Over the past month this man has come to symbolise everything we’ve been missing in our politics, a candidate for leadership who is as unassuming as he is humble, who lacks vanity, ego, and who refuses to be anything other than himself. This, as much as the message he is delivering to packed audiences up and down the country, is why he has shone so brightly and why despite the welter of column inches to the contrary, they fear him…Those, particularly within the Labour Party, who’ve issued warnings over the dangers of ‘lurching to the left’ behind Corbyn are standing on the shoulders of the siren voices who warned Clement Attlee and the men and women who helped transform British society after the Second World War that the creation of a national health service was a utopian pipe dream – unaffordable, unworkable, and delusional…The ideas and vision that Jeremy Corbyn represents, for so long buried beneath a ton weight of Thatcherite ideology, have risen from their slumber and are now part of the mainstream political discourse again, breathed new life by thousands of young people who demand a real and humane alternative to the thin gruel that passes for reality today.

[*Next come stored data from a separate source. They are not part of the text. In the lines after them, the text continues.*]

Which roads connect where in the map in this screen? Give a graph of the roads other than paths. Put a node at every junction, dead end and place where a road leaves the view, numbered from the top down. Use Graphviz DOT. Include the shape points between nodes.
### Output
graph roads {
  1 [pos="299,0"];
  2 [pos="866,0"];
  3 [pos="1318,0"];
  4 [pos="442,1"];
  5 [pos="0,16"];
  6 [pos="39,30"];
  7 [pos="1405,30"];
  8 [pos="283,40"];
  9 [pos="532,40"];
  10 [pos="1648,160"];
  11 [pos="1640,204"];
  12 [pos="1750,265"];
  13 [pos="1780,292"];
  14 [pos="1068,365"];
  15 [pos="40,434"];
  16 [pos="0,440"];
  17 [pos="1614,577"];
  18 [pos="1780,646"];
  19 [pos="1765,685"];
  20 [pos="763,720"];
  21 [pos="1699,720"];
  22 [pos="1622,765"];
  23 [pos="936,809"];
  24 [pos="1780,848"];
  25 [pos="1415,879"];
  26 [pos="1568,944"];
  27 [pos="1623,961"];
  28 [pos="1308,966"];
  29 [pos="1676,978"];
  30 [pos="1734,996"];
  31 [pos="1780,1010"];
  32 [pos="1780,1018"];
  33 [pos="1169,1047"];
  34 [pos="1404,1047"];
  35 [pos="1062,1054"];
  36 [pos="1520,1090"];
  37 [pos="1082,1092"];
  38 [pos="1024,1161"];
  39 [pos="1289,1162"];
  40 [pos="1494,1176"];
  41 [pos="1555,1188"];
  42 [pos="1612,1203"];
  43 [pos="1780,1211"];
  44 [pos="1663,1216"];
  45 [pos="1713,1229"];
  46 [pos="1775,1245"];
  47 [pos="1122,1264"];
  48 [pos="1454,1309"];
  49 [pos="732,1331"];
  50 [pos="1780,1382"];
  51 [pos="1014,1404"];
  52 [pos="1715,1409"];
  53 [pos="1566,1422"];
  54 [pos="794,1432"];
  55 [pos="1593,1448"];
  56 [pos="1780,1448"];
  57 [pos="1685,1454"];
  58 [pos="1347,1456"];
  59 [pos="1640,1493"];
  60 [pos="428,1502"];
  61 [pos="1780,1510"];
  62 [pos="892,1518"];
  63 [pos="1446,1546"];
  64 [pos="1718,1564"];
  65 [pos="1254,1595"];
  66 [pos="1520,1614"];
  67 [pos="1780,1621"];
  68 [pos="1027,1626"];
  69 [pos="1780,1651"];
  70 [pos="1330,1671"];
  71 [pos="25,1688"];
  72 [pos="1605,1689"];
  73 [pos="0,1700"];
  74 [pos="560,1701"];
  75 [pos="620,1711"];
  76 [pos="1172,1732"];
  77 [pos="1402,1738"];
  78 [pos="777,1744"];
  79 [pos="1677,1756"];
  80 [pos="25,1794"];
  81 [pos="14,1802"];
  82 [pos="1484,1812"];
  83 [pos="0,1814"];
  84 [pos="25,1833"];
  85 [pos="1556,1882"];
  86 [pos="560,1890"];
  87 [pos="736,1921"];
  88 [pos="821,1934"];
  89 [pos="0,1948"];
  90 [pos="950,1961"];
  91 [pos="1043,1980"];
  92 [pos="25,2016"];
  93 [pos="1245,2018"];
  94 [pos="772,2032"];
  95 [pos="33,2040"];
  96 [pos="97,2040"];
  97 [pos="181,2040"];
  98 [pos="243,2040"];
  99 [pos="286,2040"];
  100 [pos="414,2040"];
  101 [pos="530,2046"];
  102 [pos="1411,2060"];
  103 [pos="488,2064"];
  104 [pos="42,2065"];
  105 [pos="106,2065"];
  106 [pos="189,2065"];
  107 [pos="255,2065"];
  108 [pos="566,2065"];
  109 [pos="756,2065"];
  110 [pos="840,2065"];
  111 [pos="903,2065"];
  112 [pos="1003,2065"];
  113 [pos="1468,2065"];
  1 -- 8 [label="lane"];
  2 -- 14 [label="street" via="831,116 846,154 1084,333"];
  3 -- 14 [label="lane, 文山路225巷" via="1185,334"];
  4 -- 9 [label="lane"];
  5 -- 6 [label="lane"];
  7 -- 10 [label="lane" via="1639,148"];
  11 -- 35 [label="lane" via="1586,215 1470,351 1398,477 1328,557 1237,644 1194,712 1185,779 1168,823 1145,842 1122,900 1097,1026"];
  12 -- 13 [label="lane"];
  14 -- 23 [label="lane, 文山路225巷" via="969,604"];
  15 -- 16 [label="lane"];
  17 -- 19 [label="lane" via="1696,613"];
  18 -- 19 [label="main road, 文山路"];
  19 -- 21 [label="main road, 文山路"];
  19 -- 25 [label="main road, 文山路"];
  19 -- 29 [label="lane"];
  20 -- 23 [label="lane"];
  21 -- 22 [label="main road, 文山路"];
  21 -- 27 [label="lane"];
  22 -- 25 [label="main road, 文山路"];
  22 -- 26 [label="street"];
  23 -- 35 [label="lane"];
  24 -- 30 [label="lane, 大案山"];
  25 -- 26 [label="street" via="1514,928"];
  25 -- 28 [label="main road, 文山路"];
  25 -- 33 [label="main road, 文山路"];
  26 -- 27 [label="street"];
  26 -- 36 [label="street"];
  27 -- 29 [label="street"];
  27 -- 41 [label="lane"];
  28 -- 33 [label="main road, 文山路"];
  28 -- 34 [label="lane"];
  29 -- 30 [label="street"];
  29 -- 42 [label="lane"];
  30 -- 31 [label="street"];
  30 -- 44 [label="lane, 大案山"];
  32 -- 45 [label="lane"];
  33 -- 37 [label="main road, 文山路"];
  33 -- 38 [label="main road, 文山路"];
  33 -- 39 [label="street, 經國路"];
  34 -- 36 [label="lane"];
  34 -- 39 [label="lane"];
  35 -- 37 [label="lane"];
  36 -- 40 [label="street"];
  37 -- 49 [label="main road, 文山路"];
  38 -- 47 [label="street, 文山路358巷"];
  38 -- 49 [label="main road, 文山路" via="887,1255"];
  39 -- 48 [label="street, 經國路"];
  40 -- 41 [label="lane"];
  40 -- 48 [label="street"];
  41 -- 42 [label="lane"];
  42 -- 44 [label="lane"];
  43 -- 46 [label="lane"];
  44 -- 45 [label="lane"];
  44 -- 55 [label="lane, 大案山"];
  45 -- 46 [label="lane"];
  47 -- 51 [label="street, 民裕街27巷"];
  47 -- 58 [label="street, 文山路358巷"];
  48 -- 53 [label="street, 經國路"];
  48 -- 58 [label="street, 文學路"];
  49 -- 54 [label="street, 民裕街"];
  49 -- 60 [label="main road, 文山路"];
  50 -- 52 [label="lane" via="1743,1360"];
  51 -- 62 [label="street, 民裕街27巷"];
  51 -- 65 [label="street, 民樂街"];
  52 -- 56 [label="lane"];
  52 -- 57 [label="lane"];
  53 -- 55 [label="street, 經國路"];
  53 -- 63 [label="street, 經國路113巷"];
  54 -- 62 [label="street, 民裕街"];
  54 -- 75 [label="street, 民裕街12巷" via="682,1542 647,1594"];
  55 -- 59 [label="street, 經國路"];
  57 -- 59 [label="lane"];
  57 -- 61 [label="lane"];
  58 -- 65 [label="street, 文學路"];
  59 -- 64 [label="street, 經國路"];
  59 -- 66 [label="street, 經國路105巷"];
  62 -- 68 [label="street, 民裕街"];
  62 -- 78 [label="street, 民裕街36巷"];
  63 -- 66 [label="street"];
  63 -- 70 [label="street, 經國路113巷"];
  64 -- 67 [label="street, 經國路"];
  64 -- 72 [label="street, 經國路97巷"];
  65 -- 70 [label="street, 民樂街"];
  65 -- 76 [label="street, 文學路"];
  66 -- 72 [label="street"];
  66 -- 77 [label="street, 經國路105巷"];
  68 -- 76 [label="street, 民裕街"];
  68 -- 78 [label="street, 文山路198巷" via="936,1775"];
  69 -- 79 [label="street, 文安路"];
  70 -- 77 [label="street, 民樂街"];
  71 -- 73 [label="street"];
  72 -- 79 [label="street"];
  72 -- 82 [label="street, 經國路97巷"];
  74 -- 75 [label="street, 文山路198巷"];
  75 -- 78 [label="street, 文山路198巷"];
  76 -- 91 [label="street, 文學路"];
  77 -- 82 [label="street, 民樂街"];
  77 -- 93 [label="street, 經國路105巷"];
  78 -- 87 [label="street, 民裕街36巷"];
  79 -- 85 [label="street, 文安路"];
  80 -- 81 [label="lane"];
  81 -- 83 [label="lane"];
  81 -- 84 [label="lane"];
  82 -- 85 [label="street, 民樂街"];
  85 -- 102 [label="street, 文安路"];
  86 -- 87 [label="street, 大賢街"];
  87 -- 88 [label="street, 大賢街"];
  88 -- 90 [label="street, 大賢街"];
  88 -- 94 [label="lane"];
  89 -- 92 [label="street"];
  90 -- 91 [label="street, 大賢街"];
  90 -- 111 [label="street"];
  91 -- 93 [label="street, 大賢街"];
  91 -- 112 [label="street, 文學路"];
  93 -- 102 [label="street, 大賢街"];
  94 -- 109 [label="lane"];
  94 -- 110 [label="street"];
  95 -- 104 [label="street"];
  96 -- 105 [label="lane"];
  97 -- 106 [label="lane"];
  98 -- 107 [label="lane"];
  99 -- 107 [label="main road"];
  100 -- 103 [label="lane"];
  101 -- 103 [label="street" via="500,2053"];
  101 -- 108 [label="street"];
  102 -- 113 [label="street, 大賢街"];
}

It is why when they those same siren voices continually shriek that Jeremy cannot possibly win, what they don’t realise is that he already has.
Jeremy has certainly inspired hope, a remarkable and precious resource. Last summer after a five year battle I lost my case (Maistry v BBC) in the Court of Appeal. The crucial point was whether BBC managers could have been aware that I believed in the sacrosanct BBC Values which as an employee I was bound to follow. Without such knowledge they could not have discriminated.
Lord Justice Underhill reasoned:
But I am afraid to say that I do not believe that it is arguable that a generalised assumption that senior management employees will subscribe to BBC values can be equated with the knowledge that a particular employee has a philosophical belief in those values. That is not the same thing. The fact that to the applicant those values constituted a belief with similar status and cogency to a religious belief does not mean that will be so in every case. To others it might indeed be no more than their employer’s mission statement about the values that they were expected to observe at work.
So although it can be generally assumed that the Management Board of the BBC believes in the Corporation’s elevated values, the same cannot be said for its staff. The elite are simply nobler. I’m glad Jeremy came along.
Such superior class virtue will of course not exclude the most vicious campaign to reassert the cult of the market, the rule of corporations, banks and the 0.1 percent. Technology has made an art form of repression; black ops and false flags are now a routine part of the repertoire. Jeremy Corbyn is well aware that parliament is an opportunity, not the answer.
Our opposition cannot be limited to the parliamentary chambers and TV studios of Westminster. Labour is best when it is a movement, and that movement has swelled to an enthusiastic 600,000 who will decide this leadership election. Once that is over, we face a bigger task: to force this government to abandon its free-market dogma and become the strategic state our society needs. That challenge begins on 12 September.